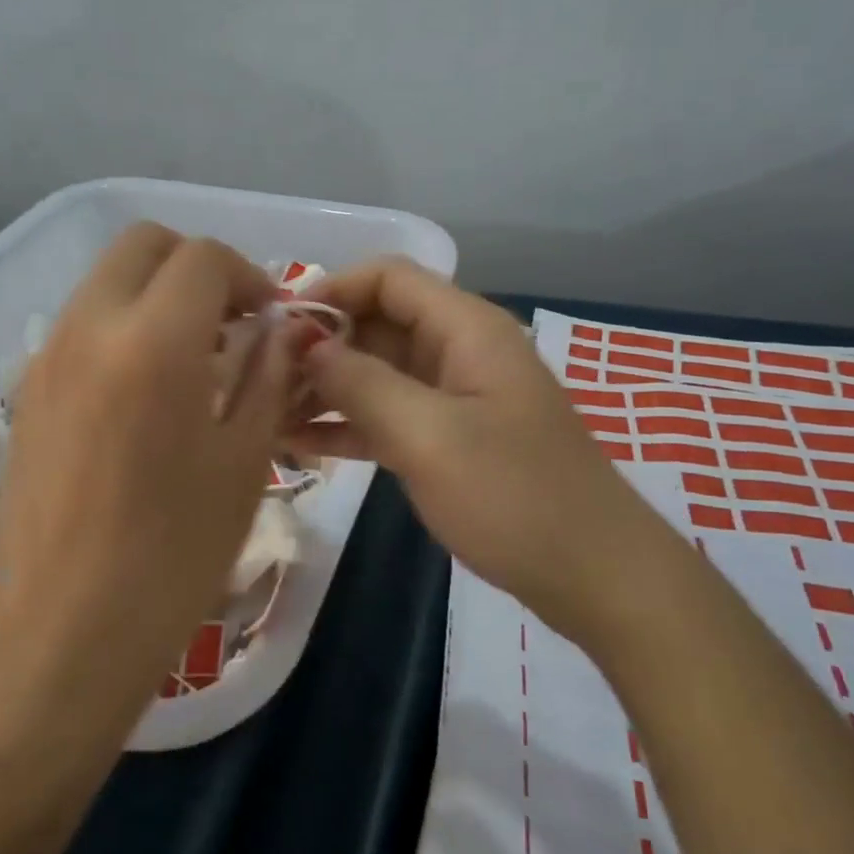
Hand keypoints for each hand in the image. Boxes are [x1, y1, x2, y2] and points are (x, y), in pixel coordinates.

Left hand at [0, 223, 291, 714]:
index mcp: (152, 340)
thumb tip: (280, 331)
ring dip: (157, 296)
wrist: (61, 637)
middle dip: (196, 267)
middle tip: (233, 325)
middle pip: (142, 246)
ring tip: (196, 361)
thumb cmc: (173, 556)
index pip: (204, 258)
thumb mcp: (244, 462)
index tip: (272, 321)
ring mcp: (47, 358)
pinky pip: (82, 327)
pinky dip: (122, 328)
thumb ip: (267, 377)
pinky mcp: (26, 393)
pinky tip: (148, 396)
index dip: (249, 277)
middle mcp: (88, 328)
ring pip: (106, 282)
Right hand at [288, 258, 642, 621]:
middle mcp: (458, 351)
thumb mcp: (429, 435)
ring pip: (377, 374)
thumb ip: (362, 384)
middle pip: (377, 324)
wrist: (592, 575)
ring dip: (325, 389)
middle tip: (260, 380)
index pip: (388, 278)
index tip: (279, 327)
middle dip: (320, 346)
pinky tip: (297, 444)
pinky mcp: (447, 441)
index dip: (331, 291)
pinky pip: (387, 418)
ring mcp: (453, 399)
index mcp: (466, 329)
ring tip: (267, 415)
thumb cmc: (514, 496)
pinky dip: (347, 426)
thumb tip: (304, 344)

• **Assignment**
All that belongs in your answer is the stretch of entries above from the line with "middle pip: (142, 246)" through the line with "thumb ip: (362, 384)", printed exactly.

• **Exercise output**
middle pip: (142, 246)
ring tip: (196, 361)
thumb cmc: (173, 556)
index pip: (204, 258)
thumb mcp: (244, 462)
index tip: (272, 321)
ring mcp: (47, 358)
pinky pip: (82, 327)
pinky dip: (122, 328)
thumb ip: (267, 377)
pinky mcp: (26, 393)
pinky tip: (148, 396)
index dip: (249, 277)
middle mcp: (88, 328)
ring pip: (106, 282)
Right hand at [288, 258, 642, 621]:
middle mcp: (458, 351)
thumb mcp: (429, 435)
ring pip: (377, 374)
thumb ip: (362, 384)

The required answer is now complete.